Structural economic limitations also undermine retirement readiness in Singapore. In 2023, CPF retirement payouts averaged S$530 per month, while the average monthly household expenditure was S$5,931. This highlights the significant gap between retirement income and the cost of living for Singaporeans relying primarily on CPF payments. 

Although policy and governance changes are underway in response to structural challenges, existing shortfalls can still lead to significant financial strain when unexpected expenses arise. Many retirees are particularly caught off-guard by higher-than-expected expenses related to rising living costs and medical bills, compounding long-term financial stress. 

Further, many retirees rely on family support, which places significant pressure on adult children and often falls short of securing older parents’ basic needs. These challenges not only affect individuals but also limit opportunities for intergenerational wealth transfer. 

How financial institutions, regulators, and community groups can build trust and empower older adults 

Governance changes across Singapore increasingly respond to the evolving socioeconomic dynamics that affect retirement security. For example, the planned increase in retirement age in 2026 extends statutory protections for older employees, allowing them to work longer and boost their savings. Such reforms can strengthen financial resilience and confidence. 

However, building trust in financial systems is an overlooked strategy that holds potential to further empower older adults to plan more effectively for retirement. While regulation and structural reforms provide a critical foundation, fostering trust hinges on positive interactions with financial agents.
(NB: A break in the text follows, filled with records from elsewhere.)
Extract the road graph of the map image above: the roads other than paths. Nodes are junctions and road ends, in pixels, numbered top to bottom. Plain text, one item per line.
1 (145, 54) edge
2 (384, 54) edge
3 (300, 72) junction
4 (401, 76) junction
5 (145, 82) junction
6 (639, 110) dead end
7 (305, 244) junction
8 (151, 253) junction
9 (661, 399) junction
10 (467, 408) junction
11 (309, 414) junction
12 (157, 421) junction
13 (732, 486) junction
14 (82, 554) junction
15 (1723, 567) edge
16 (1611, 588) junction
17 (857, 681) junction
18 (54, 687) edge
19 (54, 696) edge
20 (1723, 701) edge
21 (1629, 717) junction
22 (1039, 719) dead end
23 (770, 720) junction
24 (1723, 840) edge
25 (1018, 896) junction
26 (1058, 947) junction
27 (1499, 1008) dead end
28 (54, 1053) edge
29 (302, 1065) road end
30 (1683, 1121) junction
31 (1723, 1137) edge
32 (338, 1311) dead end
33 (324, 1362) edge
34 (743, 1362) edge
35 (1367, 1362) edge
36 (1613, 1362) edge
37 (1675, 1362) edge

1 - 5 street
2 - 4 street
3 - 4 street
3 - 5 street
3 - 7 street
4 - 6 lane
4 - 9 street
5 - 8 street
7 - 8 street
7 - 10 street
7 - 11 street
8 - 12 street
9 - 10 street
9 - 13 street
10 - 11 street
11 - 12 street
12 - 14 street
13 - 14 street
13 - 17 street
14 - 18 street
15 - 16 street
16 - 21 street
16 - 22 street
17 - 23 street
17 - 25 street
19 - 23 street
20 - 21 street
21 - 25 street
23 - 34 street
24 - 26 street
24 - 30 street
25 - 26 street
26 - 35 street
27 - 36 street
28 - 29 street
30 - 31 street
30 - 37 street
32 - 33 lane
Financial institutions must therefore prioritise transparency, ethical conduct, and client-focused practices that are inclusive of older generations. 

Addressing barriers to advice-seeking is also important. As Prof Fong and Prof Lee note, “the willingness to adopt and act on a recommendation from a (third-party) advisor needs to be motivated by a trust relationship with the financial institution/representative, more so than soliciting advice.”  They assert that reducing advice costs, clarifying commission structures, and addressing potential conflicts of interest can encourage engagement. 

Community financial literacy programs, especially those partnering with trusted intermediaries like the CPF Board or peer educators, can also be helpful to demystify retirement planning and boost confidence. Accessible communication and culturally aware outreach are also critical to the delivery of such programs, particularly to equalise retirement security between ethnic majorities and minorities alike. Regulators, in turn, can strengthen trust by embedding ethical standards and enforcing misconduct penalties. 

With thoughtful policy, clear communication, and ethical institutional culture, financial trust can be strengthened across Singapore. As greater trust encourages advice-seeking and informed decision-making, it may serve as a critical lever in empowering older Singaporeans to plan for a more secure retirement. 

Prioritising trust within financial policies and services not only empowers seniors to age with greater confidence, independence, and dignity, but also contributes to a more resilient and cohesive society as the population ages.